§ **What the exercise asks**: Please return, with no alterations, the lines below from the very first through the one that contains "2px #c7cdd8) drop-shadow(0".

§ **Material supplied**:
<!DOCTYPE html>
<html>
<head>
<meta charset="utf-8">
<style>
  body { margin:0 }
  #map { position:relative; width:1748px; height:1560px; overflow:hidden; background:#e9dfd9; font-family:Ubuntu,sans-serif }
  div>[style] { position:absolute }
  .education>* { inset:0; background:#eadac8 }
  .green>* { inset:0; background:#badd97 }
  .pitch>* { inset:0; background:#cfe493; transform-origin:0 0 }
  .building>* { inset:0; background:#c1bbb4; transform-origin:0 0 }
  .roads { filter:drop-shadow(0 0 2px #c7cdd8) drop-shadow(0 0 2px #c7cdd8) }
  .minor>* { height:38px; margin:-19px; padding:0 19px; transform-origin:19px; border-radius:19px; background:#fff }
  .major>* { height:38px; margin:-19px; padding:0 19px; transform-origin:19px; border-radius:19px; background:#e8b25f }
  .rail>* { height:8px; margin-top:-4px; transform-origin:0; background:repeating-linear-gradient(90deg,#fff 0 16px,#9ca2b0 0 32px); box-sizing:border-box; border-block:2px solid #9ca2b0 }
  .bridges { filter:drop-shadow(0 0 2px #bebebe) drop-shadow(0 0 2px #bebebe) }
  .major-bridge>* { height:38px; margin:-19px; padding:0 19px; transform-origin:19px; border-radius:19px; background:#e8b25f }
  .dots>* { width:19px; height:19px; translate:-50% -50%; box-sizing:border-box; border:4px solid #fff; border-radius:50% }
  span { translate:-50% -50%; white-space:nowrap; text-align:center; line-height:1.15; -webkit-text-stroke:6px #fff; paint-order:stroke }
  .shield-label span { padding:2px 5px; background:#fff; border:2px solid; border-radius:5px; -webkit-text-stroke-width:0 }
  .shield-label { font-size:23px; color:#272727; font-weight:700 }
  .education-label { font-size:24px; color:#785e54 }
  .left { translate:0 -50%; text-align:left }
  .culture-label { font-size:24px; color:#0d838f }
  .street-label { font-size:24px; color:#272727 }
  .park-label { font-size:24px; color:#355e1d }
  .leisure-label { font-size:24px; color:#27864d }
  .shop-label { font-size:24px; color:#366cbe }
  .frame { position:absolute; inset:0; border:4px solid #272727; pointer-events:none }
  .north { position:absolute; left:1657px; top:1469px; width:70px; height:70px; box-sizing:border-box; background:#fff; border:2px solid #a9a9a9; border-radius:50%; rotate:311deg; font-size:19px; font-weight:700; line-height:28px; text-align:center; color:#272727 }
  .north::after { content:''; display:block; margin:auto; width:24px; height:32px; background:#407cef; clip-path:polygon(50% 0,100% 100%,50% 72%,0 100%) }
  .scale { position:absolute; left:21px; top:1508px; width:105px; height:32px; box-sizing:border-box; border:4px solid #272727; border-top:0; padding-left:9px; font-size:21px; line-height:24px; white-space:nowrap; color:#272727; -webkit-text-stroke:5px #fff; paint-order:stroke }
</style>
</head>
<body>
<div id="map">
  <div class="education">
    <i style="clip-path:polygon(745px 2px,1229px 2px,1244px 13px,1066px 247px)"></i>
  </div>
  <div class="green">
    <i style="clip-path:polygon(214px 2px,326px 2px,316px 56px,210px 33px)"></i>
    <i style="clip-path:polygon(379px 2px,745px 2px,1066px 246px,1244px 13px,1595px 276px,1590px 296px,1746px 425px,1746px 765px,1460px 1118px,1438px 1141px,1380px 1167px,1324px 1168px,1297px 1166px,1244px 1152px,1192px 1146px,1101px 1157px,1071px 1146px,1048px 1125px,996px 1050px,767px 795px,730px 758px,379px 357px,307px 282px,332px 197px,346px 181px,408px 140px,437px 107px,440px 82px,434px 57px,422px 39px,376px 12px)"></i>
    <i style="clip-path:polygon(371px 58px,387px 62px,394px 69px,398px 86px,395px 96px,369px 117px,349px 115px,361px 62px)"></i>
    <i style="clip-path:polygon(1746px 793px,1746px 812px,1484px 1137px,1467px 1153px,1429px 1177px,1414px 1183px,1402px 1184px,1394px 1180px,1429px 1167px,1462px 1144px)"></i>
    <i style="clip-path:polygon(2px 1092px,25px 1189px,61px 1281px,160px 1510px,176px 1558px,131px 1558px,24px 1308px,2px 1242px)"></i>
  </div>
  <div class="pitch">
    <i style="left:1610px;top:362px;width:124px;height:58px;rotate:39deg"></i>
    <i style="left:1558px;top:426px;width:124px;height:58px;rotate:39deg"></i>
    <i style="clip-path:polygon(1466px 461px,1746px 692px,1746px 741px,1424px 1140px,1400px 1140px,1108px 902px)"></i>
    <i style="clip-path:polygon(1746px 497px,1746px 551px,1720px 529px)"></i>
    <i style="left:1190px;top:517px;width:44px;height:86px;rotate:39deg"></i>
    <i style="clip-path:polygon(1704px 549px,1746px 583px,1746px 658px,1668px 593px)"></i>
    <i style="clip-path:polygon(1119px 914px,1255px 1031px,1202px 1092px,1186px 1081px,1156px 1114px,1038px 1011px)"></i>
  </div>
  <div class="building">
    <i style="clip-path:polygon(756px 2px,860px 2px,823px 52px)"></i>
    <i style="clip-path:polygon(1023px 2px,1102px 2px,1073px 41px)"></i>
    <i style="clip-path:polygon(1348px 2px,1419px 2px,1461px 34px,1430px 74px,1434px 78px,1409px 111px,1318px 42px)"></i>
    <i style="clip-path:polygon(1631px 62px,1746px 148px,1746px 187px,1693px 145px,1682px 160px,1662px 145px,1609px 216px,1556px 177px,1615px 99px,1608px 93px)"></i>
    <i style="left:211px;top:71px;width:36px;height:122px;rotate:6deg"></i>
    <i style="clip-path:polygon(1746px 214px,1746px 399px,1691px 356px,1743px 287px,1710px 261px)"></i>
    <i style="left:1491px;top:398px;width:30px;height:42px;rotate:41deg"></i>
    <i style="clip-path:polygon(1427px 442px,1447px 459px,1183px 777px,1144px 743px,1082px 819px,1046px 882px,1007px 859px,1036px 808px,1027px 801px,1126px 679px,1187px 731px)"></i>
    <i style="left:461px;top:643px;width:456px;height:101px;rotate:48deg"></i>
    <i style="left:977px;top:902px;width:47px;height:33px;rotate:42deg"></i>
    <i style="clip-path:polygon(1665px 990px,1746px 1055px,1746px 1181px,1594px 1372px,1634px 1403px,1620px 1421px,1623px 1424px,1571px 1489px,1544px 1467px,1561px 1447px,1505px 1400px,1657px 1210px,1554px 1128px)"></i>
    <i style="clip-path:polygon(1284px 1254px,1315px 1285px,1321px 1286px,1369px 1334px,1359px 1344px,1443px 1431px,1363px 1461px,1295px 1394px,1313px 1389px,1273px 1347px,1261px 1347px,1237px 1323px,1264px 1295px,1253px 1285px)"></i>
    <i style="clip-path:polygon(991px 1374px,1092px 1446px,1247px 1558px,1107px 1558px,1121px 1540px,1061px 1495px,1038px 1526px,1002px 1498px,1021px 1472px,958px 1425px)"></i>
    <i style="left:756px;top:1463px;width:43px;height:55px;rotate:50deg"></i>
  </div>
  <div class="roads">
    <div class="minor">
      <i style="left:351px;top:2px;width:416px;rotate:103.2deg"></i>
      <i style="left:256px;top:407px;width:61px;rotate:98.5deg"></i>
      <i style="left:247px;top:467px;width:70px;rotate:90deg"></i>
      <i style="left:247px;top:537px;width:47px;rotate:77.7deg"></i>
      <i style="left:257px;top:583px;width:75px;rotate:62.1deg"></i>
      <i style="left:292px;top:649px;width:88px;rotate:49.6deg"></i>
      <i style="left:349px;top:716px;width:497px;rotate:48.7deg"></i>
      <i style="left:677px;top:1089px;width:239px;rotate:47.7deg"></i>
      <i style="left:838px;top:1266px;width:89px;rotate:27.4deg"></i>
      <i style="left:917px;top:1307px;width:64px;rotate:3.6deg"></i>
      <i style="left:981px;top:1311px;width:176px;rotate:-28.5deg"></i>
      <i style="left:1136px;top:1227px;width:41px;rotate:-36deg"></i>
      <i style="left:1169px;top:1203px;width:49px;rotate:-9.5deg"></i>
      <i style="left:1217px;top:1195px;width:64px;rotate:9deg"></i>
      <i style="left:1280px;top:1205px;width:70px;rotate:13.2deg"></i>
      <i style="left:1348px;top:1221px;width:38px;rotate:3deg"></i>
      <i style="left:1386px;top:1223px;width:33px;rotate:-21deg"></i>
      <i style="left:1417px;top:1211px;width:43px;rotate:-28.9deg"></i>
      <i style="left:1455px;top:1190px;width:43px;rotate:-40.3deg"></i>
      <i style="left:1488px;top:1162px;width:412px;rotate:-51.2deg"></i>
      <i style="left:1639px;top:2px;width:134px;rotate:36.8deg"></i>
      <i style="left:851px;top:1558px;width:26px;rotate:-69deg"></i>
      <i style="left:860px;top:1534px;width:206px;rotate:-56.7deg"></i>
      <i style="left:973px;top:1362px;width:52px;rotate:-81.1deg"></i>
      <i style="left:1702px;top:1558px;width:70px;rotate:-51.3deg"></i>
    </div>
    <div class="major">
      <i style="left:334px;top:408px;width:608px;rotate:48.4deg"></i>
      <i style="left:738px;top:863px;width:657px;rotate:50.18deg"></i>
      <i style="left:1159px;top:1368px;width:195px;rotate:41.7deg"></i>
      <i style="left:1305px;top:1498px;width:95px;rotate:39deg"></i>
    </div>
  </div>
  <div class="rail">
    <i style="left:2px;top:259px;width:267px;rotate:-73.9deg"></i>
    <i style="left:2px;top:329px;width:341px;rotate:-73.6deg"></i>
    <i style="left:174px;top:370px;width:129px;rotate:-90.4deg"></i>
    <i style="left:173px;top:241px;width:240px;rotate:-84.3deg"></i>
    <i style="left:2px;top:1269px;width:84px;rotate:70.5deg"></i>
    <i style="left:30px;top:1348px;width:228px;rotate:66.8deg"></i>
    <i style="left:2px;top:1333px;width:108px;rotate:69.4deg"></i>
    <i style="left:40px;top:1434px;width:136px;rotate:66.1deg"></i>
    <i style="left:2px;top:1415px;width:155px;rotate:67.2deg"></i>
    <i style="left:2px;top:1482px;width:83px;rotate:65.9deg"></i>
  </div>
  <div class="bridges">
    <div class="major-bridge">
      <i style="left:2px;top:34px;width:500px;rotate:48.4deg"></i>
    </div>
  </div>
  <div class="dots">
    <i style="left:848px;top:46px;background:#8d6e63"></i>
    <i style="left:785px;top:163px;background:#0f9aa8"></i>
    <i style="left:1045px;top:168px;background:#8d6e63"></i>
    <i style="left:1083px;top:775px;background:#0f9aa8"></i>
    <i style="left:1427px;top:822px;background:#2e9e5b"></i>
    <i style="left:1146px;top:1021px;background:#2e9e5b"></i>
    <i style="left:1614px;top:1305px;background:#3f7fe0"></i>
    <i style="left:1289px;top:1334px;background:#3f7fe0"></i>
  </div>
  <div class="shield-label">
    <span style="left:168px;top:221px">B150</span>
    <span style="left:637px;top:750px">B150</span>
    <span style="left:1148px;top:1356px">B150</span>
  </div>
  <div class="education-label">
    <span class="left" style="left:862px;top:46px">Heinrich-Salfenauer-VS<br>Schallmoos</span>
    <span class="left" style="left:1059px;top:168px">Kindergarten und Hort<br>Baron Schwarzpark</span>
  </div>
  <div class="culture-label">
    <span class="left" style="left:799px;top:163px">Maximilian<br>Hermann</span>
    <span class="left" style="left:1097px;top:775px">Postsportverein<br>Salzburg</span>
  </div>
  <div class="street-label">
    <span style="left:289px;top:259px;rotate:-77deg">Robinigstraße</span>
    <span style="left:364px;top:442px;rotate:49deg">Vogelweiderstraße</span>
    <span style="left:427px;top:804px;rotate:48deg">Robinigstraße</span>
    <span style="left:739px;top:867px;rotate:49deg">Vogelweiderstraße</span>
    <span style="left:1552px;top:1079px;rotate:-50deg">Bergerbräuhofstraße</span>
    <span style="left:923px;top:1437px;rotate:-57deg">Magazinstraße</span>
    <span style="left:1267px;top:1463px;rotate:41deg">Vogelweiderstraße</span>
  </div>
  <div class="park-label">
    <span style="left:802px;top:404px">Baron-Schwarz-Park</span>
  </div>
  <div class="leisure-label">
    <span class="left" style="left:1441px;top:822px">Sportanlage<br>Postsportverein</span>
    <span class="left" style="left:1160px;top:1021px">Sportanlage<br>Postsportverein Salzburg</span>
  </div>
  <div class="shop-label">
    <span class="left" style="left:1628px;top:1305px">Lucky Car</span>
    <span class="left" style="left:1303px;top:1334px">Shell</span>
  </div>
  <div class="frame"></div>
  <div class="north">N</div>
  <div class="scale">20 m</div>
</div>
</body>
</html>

§ **Exercise result**:
<!DOCTYPE html>
<html>
<head>
<meta charset="utf-8">
<style>
  body { margin:0 }
  #map { position:relative; width:1748px; height:1560px; overflow:hidden; background:#e9dfd9; font-family:Ubuntu,sans-serif }
  div>[style] { position:absolute }
  .education>* { inset:0; background:#eadac8 }
  .green>* { inset:0; background:#badd97 }
  .pitch>* { inset:0; background:#cfe493; transform-origin:0 0 }
  .building>* { inset:0; background:#c1bbb4; transform-origin:0 0 }
  .roads { filter:drop-shadow(0 0 2px #c7cdd8) drop-shadow(0 0 2px #c7cdd8) }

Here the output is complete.